*Provided data*:
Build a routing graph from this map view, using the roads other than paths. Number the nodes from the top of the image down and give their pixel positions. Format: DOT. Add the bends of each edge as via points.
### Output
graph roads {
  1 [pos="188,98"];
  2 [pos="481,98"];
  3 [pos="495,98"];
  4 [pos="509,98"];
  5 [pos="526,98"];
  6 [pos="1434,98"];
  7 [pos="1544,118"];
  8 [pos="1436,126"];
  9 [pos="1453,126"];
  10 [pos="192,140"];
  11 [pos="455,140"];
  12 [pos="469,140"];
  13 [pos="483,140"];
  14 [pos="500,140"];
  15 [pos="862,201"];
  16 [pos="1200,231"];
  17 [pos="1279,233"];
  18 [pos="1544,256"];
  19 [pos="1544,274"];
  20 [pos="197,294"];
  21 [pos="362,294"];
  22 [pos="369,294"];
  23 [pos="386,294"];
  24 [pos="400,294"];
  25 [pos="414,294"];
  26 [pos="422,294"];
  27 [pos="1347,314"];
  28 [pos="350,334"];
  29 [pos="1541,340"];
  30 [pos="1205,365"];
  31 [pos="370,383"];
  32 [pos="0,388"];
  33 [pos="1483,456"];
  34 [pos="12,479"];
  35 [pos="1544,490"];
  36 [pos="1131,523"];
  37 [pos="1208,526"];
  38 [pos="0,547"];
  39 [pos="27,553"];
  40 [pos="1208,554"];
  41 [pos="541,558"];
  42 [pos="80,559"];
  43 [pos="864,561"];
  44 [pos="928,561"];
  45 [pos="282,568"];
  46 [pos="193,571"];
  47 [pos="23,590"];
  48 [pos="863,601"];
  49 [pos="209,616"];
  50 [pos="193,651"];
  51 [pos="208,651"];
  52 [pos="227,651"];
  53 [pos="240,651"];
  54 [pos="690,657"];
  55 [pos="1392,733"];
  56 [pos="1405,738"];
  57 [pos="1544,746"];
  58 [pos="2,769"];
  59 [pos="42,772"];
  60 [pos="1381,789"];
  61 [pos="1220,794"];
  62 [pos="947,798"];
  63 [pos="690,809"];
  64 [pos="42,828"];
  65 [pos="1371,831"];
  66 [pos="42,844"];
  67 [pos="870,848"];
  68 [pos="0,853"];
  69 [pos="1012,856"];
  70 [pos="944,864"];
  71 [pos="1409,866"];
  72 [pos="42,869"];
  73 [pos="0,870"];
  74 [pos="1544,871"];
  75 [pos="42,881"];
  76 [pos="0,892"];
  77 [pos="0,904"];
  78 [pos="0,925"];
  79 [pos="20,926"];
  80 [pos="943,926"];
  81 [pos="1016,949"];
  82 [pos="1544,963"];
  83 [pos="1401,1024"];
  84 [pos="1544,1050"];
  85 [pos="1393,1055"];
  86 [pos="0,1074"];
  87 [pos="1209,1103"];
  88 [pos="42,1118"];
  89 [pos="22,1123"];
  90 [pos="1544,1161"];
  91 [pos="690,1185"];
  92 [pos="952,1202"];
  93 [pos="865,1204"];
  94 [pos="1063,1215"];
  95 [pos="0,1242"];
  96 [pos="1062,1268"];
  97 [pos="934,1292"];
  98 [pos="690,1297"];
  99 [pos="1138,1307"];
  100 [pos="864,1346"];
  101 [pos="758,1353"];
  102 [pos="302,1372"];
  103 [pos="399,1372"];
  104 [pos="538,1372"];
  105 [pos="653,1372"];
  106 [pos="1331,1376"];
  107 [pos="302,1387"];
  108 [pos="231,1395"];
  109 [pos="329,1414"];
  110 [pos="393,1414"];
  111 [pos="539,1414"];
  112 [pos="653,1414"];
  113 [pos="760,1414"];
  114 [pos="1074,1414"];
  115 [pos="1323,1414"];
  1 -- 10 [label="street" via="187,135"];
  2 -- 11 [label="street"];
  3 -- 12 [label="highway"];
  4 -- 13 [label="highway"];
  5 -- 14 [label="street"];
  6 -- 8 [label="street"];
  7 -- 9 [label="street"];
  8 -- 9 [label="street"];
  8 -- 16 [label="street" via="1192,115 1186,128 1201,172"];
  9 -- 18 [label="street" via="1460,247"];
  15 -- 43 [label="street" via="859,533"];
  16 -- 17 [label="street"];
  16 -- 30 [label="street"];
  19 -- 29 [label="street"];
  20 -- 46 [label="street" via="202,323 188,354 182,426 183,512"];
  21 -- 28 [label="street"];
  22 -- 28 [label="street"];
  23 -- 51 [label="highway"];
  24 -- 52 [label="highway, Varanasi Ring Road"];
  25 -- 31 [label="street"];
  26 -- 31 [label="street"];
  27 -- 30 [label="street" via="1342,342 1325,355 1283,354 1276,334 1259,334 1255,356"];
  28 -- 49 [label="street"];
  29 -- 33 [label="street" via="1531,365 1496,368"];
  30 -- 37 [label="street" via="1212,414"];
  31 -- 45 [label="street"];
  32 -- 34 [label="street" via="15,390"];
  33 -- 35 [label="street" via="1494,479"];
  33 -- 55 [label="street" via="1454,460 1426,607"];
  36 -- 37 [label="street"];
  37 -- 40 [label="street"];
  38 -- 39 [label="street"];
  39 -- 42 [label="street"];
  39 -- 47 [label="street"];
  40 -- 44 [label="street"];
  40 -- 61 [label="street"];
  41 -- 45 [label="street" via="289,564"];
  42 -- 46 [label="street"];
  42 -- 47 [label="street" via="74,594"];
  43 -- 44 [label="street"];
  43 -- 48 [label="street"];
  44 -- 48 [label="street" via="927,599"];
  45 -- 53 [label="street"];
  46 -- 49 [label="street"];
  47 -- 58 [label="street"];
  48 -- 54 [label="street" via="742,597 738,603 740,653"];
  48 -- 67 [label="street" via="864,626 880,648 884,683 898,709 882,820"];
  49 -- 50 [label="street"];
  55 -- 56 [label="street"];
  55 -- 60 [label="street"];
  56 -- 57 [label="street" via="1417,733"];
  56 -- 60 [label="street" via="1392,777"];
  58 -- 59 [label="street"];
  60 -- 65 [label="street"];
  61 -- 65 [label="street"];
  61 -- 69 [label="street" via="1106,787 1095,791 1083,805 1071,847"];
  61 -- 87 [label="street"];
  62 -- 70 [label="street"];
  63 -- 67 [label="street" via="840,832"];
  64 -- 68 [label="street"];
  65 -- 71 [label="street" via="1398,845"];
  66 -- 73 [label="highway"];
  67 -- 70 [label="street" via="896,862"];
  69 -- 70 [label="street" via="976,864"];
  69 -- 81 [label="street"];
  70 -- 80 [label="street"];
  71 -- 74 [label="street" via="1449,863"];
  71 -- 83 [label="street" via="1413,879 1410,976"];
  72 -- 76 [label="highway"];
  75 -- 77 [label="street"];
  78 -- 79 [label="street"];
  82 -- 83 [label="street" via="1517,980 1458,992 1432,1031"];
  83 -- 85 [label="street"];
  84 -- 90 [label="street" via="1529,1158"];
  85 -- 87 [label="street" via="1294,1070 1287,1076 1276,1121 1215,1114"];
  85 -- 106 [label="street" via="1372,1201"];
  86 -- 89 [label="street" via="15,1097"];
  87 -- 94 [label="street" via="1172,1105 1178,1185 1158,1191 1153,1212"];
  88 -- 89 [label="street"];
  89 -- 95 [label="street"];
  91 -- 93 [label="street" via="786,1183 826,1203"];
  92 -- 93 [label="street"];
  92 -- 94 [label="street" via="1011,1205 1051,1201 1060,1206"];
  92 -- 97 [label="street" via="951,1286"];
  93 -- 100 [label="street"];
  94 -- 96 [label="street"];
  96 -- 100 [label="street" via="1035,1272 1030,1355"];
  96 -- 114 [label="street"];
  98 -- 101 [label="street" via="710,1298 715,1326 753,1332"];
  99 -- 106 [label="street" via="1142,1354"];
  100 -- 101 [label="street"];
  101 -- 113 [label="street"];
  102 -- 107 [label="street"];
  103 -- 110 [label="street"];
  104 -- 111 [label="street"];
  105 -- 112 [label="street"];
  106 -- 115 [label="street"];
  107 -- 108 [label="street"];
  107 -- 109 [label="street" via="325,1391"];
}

*Activity*:
What lines in the data include the string "roads"? Copy each one.

*Worked solution*:
Build a routing graph from this map view, using the roads other than paths. Number the nodes from the top of the image down and give their pixel positions. Format: DOT. Add the bends of each edge as via points.
graph roads {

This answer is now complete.